* **Work instructions**
Retype all of the entries precisely.

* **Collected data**
● ● ● ● ●

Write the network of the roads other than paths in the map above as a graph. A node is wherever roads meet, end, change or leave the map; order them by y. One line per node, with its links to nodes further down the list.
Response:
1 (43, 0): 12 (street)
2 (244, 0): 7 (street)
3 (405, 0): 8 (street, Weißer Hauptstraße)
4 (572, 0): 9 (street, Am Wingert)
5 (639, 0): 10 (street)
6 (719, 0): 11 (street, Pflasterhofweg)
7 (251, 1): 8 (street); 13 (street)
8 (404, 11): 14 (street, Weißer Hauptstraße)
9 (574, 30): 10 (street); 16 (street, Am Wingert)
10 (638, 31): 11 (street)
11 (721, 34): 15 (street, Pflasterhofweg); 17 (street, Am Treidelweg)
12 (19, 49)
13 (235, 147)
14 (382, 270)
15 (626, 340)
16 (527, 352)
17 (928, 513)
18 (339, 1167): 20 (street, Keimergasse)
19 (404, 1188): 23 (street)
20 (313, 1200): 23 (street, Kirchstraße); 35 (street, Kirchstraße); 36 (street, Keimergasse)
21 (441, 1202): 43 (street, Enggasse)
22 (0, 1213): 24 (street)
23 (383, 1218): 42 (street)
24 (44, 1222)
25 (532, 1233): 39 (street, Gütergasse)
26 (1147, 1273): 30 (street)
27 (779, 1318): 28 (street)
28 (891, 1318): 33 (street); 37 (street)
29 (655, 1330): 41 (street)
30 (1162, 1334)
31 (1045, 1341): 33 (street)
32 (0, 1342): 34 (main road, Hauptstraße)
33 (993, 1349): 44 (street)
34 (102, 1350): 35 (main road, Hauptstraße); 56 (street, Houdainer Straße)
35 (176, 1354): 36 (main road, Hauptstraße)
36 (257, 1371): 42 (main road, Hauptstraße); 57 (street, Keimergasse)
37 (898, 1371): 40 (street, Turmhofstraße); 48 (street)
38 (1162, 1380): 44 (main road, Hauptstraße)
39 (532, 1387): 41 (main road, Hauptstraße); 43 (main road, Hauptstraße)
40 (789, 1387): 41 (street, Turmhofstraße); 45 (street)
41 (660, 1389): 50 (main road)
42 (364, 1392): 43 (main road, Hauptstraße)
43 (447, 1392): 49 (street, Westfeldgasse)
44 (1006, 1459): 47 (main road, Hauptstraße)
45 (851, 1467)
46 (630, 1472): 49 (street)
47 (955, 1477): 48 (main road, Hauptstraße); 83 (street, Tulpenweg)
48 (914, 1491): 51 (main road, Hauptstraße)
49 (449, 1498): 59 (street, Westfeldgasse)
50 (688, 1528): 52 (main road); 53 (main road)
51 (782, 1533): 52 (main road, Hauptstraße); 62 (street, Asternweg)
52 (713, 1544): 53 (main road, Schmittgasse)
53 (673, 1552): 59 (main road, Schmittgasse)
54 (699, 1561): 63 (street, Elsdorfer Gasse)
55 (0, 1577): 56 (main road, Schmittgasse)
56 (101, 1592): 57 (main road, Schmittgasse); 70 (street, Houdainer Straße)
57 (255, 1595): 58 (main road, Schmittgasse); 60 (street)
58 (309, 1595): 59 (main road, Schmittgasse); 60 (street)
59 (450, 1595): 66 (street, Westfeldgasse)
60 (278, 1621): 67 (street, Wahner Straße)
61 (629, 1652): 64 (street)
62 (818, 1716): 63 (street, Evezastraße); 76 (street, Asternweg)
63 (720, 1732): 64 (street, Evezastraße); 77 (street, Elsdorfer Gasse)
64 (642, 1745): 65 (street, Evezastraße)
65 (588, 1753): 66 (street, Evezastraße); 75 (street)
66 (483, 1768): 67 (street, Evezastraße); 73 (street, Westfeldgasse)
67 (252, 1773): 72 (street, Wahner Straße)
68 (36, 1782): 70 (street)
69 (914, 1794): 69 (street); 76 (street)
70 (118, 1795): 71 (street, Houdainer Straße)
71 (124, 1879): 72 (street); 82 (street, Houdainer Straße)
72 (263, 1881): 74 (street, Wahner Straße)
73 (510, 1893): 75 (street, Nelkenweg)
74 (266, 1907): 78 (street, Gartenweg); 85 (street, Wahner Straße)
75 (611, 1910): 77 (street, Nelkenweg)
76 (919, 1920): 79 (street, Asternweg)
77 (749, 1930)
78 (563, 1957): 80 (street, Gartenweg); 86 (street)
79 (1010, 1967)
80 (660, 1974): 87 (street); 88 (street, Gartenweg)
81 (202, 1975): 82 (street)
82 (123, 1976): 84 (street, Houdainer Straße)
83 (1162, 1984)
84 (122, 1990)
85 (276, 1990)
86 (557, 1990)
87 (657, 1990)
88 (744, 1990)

● ● ● ● ●

* **Answer section**
Write the network of the roads other than paths in the map above as a graph. A node is wherever roads meet, end, change or leave the map; order them by y. One line per node, with its links to nodes further down the list.
Response:
1 (43, 0): 12 (street)
2 (244, 0): 7 (street)
3 (405, 0): 8 (street, Weißer Hauptstraße)
4 (572, 0): 9 (street, Am Wingert)
5 (639, 0): 10 (street)
6 (719, 0): 11 (street, Pflasterhofweg)
7 (251, 1): 8 (street); 13 (street)
8 (404, 11): 14 (street, Weißer Hauptstraße)
9 (574, 30): 10 (street); 16 (street, Am Wingert)
10 (638, 31): 11 (street)
11 (721, 34): 15 (street, Pflasterhofweg); 17 (street, Am Treidelweg)
12 (19, 49)
13 (235, 147)
14 (382, 270)
15 (626, 340)
16 (527, 352)
17 (928, 513)
18 (339, 1167): 20 (street, Keimergasse)
19 (404, 1188): 23 (street)
20 (313, 1200): 23 (street, Kirchstraße); 35 (street, Kirchstraße); 36 (street, Keimergasse)
21 (441, 1202): 43 (street, Enggasse)
22 (0, 1213): 24 (street)
23 (383, 1218): 42 (street)
24 (44, 1222)
25 (532, 1233): 39 (street, Gütergasse)
26 (1147, 1273): 30 (street)
27 (779, 1318): 28 (street)
28 (891, 1318): 33 (street); 37 (street)
29 (655, 1330): 41 (street)
30 (1162, 1334)
31 (1045, 1341): 33 (street)
32 (0, 1342): 34 (main road, Hauptstraße)
33 (993, 1349): 44 (street)
34 (102, 1350): 35 (main road, Hauptstraße); 56 (street, Houdainer Straße)
35 (176, 1354): 36 (main road, Hauptstraße)
36 (257, 1371): 42 (main road, Hauptstraße); 57 (street, Keimergasse)
37 (898, 1371): 40 (street, Turmhofstraße); 48 (street)
38 (1162, 1380): 44 (main road, Hauptstraße)
39 (532, 1387): 41 (main road, Hauptstraße); 43 (main road, Hauptstraße)
40 (789, 1387): 41 (street, Turmhofstraße); 45 (street)
41 (660, 1389): 50 (main road)
42 (364, 1392): 43 (main road, Hauptstraße)
43 (447, 1392): 49 (street, Westfeldgasse)
44 (1006, 1459): 47 (main road, Hauptstraße)
45 (851, 1467)
46 (630, 1472): 49 (street)
47 (955, 1477): 48 (main road, Hauptstraße); 83 (street, Tulpenweg)
48 (914, 1491): 51 (main road, Hauptstraße)
49 (449, 1498): 59 (street, Westfeldgasse)
50 (688, 1528): 52 (main road); 53 (main road)
51 (782, 1533): 52 (main road, Hauptstraße); 62 (street, Asternweg)
52 (713, 1544): 53 (main road, Schmittgasse)
53 (673, 1552): 59 (main road, Schmittgasse)
54 (699, 1561): 63 (street, Elsdorfer Gasse)
55 (0, 1577): 56 (main road, Schmittgasse)
56 (101, 1592): 57 (main road, Schmittgasse); 70 (street, Houdainer Straße)
57 (255, 1595): 58 (main road, Schmittgasse); 60 (street)
58 (309, 1595): 59 (main road, Schmittgasse); 60 (street)
59 (450, 1595): 66 (street, Westfeldgasse)
60 (278, 1621): 67 (street, Wahner Straße)
61 (629, 1652): 64 (street)
62 (818, 1716): 63 (street, Evezastraße); 76 (street, Asternweg)
63 (720, 1732): 64 (street, Evezastraße); 77 (street, Elsdorfer Gasse)
64 (642, 1745): 65 (street, Evezastraße)
65 (588, 1753): 66 (street, Evezastraße); 75 (street)
66 (483, 1768): 67 (street, Evezastraße); 73 (street, Westfeldgasse)
67 (252, 1773): 72 (street, Wahner Straße)
68 (36, 1782): 70 (street)
69 (914, 1794): 69 (street); 76 (street)
70 (118, 1795): 71 (street, Houdainer Straße)
71 (124, 1879): 72 (street); 82 (street, Houdainer Straße)
72 (263, 1881): 74 (street, Wahner Straße)
73 (510, 1893): 75 (street, Nelkenweg)
74 (266, 1907): 78 (street, Gartenweg); 85 (street, Wahner Straße)
75 (611, 1910): 77 (street, Nelkenweg)
76 (919, 1920): 79 (street, Asternweg)
77 (749, 1930)
78 (563, 1957): 80 (street, Gartenweg); 86 (street)
79 (1010, 1967)
80 (660, 1974): 87 (street); 88 (street, Gartenweg)
81 (202, 1975): 82 (street)
82 (123, 1976): 84 (street, Houdainer Straße)
83 (1162, 1984)
84 (122, 1990)
85 (276, 1990)
86 (557, 1990)
87 (657, 1990)
88 (744, 1990)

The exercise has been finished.